I will change it tonight.

What is a good speed to set it at? Is having a high speed setting, such as what I have on the X and Y detrimental even though I have no illusions of ever going that fast?

Your X and Y speeds will mostly be limited to by the speeds you set in your slicer and also by your accelerations. So the maximum speed in config.g is largely irrelevant IMO. I just use it as sort of safety feature in case I ask the printer to do something stupid. One way to decide is to work out what maximum non-print speed is likely to be and set it to that. For example, I like to use a highish non-print move speed of 350mm/sec which is 21,000 mm/min. Another way of doing it is to calculate the maximum speed you could possibly achieve for the acceleration you have and the longest move you can do (bed size). So for example assuming the longest move is 200mm and you have your acceleration set to 500mm/sec^2 then the maximum speed you'll get up to is sqrt (2accelerationlength/2) = about 316mm/sec or 18,960 mm/min. So setting the maximum speed to anything above that will have no effect. BTW I'd say your acceleration settings are on the low side but it depends on what your motors torque characteristics are, the mass that you want to move, and how rigid the frame is. My X axis mass is a whopping 1.67kgs and calculating the acceleration possible with the torque available for the motor, the number comes out at around 1200 mm/sec^2.

Thanks for that, I always wondered what the math was, I have only ever used the reprap calculator. Yeah he has a pretty light but what looks rigid setup with carbon fiber linear rods which is why I recommended he try out some better accell settings but only once he fixes his extruder settings so it can keep up.

Whitewolf

@Scottbg1:

Thanks for that. It's apparent I have so much more to learn.

I am sitting here thinking that most of the troubles I have experienced were most likely due to me trying to drive it harder than it could go.
And yes, I haven't been able to get my retraction settings to work right yet.
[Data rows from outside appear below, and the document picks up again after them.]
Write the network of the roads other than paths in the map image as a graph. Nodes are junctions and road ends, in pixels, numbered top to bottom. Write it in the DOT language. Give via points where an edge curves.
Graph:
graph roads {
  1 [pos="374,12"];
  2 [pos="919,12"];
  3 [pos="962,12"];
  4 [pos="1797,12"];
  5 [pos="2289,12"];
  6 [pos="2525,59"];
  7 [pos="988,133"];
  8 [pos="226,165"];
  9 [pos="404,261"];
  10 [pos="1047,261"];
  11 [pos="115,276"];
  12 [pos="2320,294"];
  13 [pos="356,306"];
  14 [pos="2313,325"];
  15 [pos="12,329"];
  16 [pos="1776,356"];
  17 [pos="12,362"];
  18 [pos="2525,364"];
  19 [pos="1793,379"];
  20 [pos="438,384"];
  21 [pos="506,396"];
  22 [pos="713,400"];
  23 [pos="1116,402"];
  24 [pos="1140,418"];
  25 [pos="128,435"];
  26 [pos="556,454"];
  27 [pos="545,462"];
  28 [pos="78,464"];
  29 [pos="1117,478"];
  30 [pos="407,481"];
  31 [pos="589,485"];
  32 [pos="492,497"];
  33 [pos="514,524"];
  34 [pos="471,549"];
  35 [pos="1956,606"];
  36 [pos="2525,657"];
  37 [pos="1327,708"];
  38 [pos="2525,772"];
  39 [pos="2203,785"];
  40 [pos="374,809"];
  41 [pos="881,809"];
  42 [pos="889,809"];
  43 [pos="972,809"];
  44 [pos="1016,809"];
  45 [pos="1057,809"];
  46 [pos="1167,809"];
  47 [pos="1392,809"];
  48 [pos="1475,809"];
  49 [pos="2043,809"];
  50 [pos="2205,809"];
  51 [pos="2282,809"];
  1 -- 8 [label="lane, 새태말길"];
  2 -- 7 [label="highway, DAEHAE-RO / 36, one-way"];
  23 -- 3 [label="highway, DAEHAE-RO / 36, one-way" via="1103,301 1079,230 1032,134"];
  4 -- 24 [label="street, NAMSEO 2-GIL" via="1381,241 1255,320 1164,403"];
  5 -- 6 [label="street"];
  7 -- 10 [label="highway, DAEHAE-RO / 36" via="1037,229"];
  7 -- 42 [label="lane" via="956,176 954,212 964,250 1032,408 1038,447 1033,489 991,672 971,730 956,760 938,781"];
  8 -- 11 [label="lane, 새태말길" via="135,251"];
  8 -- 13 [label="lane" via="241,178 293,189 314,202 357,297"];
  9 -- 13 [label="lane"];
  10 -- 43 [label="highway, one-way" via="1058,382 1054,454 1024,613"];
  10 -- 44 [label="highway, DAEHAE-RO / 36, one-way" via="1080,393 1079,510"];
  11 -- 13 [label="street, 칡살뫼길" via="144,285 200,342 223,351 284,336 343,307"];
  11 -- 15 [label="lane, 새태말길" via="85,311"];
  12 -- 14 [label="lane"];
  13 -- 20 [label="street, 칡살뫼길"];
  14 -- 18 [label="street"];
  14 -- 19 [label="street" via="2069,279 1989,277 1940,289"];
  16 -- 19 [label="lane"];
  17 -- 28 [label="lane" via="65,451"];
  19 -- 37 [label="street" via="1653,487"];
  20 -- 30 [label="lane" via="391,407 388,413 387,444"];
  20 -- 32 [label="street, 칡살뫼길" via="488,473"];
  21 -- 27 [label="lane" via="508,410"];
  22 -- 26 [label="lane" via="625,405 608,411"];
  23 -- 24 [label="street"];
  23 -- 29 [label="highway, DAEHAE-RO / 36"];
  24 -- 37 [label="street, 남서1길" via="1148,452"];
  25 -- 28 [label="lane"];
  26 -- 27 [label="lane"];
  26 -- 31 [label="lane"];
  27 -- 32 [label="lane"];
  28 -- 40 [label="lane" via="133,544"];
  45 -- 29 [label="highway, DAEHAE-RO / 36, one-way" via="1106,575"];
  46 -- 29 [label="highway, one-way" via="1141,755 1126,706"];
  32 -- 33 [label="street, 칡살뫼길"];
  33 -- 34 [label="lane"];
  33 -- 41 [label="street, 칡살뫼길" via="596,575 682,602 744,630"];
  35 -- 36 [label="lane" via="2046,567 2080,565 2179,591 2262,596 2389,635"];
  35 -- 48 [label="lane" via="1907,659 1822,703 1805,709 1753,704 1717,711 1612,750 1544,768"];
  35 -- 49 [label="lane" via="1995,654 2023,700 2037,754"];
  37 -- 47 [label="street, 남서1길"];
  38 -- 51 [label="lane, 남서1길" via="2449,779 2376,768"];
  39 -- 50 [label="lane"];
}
I have had very bad oozing and over extrusion at the beginning and end of a run. I have set my coast and wipe settings to some crazy numbers that I didn't feel good about.
I was beginning to think that the PLA+ was more akin to PETG than anything. It was crazy.

I guess I have some more tweaking to do tonight!
With that, I want to disable Pressure Advance, and play around with my slicer once I up the jerk settings, and see how well I can get it to behave with retraction settings only. Then I will enable pressure advance and see exactly what the benefit it offers.

I forget which thread, but I believe it was DC42 who recommended that pressure advance get tuned with retraction off then slowly increasing retraction after tuning PA, but yes make sure you get good results without it because you have had some extrusion issues that should be sorted first.

Scottbg1

Ok….

I upped my jerk and acceleration speeds to this:

[[language]]
M566 X1000 Y1000 Z12 E1000 ; Set maximum instantaneous speed changes (mm/min)
M203 X12000 Y12000 Z375 E9000 ; Set maximum speeds (mm/min)
M201 X1000 Y1000 Z150 E1000 ; Set accelerations (mm/s^2)

I also disable pressure advance.
I set the retraction settings to this:

I also disabled ooze control completely.
This is what I got at 100mm/s

https://dl.dropboxusercontent.com/u/15733846/Retraction%20on.mp4

I then disabled retraction completely and enabled Pressure Advance.
I kept upping the value until it started laying lines nice and neat with no breaking.
I ended up with:

[[language]]
M572 D0 S1	;Pressure Advance

This is the result:

https://dl.dropboxusercontent.com/u/15733846/Retraction%20off.mp4

What do you guys think?

Scottbg1

I forget that it's after midnight for you guys when it's still evening for me.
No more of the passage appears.